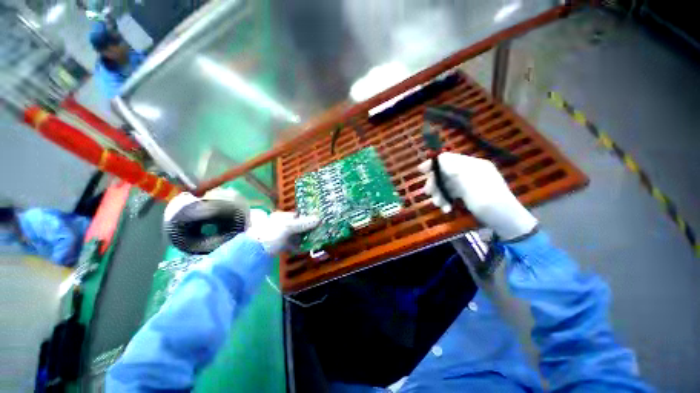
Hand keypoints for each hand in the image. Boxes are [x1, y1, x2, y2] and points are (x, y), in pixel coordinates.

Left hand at [246, 211, 318, 254]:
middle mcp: (278, 225)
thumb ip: (303, 223)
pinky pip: (289, 244)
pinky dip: (296, 246)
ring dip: (302, 238)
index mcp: (279, 216)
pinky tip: (302, 248)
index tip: (317, 222)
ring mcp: (277, 236)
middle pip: (295, 225)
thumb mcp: (287, 227)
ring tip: (312, 241)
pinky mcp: (276, 247)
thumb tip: (319, 218)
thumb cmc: (269, 235)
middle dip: (305, 229)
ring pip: (293, 235)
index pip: (296, 215)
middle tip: (317, 232)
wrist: (252, 254)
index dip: (306, 218)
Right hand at [418, 152, 536, 239]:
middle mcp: (469, 172)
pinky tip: (446, 208)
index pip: (449, 158)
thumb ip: (454, 169)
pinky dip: (446, 200)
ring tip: (439, 205)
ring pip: (446, 184)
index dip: (434, 163)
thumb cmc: (489, 201)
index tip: (421, 171)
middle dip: (435, 182)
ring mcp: (468, 183)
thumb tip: (440, 157)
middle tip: (428, 193)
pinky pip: (451, 193)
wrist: (506, 222)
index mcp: (472, 165)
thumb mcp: (471, 183)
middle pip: (445, 172)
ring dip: (439, 194)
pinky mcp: (467, 194)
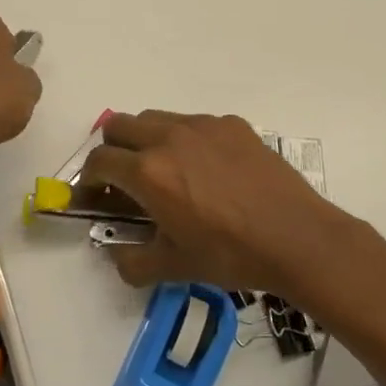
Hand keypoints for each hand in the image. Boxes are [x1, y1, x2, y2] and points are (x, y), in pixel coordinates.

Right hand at [83, 111, 385, 317]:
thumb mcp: (174, 267)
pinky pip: (192, 123)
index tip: (93, 197)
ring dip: (144, 140)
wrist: (299, 238)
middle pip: (118, 127)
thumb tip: (114, 254)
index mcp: (148, 172)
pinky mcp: (231, 124)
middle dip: (111, 151)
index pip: (98, 161)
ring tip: (163, 171)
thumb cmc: (231, 254)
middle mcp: (168, 138)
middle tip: (122, 181)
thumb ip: (131, 261)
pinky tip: (205, 169)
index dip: (87, 180)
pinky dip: (183, 139)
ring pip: (154, 119)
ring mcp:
+--
(Assignment) Reproduce exactly, and only, the lines from the opening line of the listing above through the line holding "thumb mcp: (287, 227)", minus the pictures.

(Exercise output)
Hand keypoints for each hand in the image. Boxes are [x1, y1, x2, y2] and points are (x, y), in pixel coordinates.

Left hand at [246, 211, 318, 254]:
middle mcp: (278, 225)
thumb ip: (303, 223)
pinky pip: (289, 244)
pinky dip: (296, 246)
ring dip: (302, 238)
index mcp: (279, 216)
pinky tip: (302, 248)
index tip: (317, 222)
ring mcp: (277, 236)
middle pip: (295, 225)
thumb mcp: (287, 227)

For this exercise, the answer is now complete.